• **Work request**:
Word by word and line by line, write out all of the records.

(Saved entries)
-=-=-=-=-
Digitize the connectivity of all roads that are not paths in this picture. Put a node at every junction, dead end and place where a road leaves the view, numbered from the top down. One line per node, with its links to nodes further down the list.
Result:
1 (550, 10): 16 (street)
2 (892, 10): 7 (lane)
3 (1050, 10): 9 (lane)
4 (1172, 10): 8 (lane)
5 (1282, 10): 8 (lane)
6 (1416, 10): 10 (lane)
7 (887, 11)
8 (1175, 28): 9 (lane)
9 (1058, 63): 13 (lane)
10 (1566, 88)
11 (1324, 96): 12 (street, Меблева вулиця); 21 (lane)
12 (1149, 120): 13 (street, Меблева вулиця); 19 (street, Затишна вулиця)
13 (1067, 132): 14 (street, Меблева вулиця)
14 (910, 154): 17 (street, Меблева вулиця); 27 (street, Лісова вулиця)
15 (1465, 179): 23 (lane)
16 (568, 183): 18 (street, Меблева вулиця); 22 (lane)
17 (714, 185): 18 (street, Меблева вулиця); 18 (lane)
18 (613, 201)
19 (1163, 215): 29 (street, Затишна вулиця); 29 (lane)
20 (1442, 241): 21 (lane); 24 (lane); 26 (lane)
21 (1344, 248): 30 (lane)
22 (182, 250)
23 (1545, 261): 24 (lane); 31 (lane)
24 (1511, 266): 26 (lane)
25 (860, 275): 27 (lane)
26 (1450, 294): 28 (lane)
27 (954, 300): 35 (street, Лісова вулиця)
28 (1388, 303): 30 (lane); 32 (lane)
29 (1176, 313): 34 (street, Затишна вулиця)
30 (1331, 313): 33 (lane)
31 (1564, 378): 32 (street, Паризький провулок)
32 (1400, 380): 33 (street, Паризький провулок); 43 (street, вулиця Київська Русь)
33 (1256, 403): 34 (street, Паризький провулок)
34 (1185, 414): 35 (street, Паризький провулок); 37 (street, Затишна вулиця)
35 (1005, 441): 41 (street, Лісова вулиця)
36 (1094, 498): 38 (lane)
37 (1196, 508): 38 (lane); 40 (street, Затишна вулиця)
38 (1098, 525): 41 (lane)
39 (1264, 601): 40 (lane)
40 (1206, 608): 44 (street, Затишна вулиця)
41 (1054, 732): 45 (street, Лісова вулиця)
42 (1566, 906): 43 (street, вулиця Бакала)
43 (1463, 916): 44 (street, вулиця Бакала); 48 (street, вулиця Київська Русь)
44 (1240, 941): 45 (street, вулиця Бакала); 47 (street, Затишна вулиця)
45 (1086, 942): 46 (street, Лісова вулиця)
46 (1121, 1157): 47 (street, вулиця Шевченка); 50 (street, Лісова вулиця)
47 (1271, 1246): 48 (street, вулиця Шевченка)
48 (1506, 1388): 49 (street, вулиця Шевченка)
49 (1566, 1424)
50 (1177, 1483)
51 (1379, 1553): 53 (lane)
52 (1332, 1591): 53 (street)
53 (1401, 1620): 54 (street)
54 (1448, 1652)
-=-=-=-=-
• **Answer space**:
Digitize the connectivity of all roads that are not paths in this picture. Put a node at every junction, dead end and place where a road leaves the view, numbered from the top down. One line per node, with its links to nodes further down the list.
Result:
1 (550, 10): 16 (street)
2 (892, 10): 7 (lane)
3 (1050, 10): 9 (lane)
4 (1172, 10): 8 (lane)
5 (1282, 10): 8 (lane)
6 (1416, 10): 10 (lane)
7 (887, 11)
8 (1175, 28): 9 (lane)
9 (1058, 63): 13 (lane)
10 (1566, 88)
11 (1324, 96): 12 (street, Меблева вулиця); 21 (lane)
12 (1149, 120): 13 (street, Меблева вулиця); 19 (street, Затишна вулиця)
13 (1067, 132): 14 (street, Меблева вулиця)
14 (910, 154): 17 (street, Меблева вулиця); 27 (street, Лісова вулиця)
15 (1465, 179): 23 (lane)
16 (568, 183): 18 (street, Меблева вулиця); 22 (lane)
17 (714, 185): 18 (street, Меблева вулиця); 18 (lane)
18 (613, 201)
19 (1163, 215): 29 (street, Затишна вулиця); 29 (lane)
20 (1442, 241): 21 (lane); 24 (lane); 26 (lane)
21 (1344, 248): 30 (lane)
22 (182, 250)
23 (1545, 261): 24 (lane); 31 (lane)
24 (1511, 266): 26 (lane)
25 (860, 275): 27 (lane)
26 (1450, 294): 28 (lane)
27 (954, 300): 35 (street, Лісова вулиця)
28 (1388, 303): 30 (lane); 32 (lane)
29 (1176, 313): 34 (street, Затишна вулиця)
30 (1331, 313): 33 (lane)
31 (1564, 378): 32 (street, Паризький провулок)
32 (1400, 380): 33 (street, Паризький провулок); 43 (street, вулиця Київська Русь)
33 (1256, 403): 34 (street, Паризький провулок)
34 (1185, 414): 35 (street, Паризький провулок); 37 (street, Затишна вулиця)
35 (1005, 441): 41 (street, Лісова вулиця)
36 (1094, 498): 38 (lane)
37 (1196, 508): 38 (lane); 40 (street, Затишна вулиця)
38 (1098, 525): 41 (lane)
39 (1264, 601): 40 (lane)
40 (1206, 608): 44 (street, Затишна вулиця)
41 (1054, 732): 45 (street, Лісова вулиця)
42 (1566, 906): 43 (street, вулиця Бакала)
43 (1463, 916): 44 (street, вулиця Бакала); 48 (street, вулиця Київська Русь)
44 (1240, 941): 45 (street, вулиця Бакала); 47 (street, Затишна вулиця)
45 (1086, 942): 46 (street, Лісова вулиця)
46 (1121, 1157): 47 (street, вулиця Шевченка); 50 (street, Лісова вулиця)
47 (1271, 1246): 48 (street, вулиця Шевченка)
48 (1506, 1388): 49 (street, вулиця Шевченка)
49 (1566, 1424)
50 (1177, 1483)
51 (1379, 1553): 53 (lane)
52 (1332, 1591): 53 (street)
53 (1401, 1620): 54 (street)
54 (1448, 1652)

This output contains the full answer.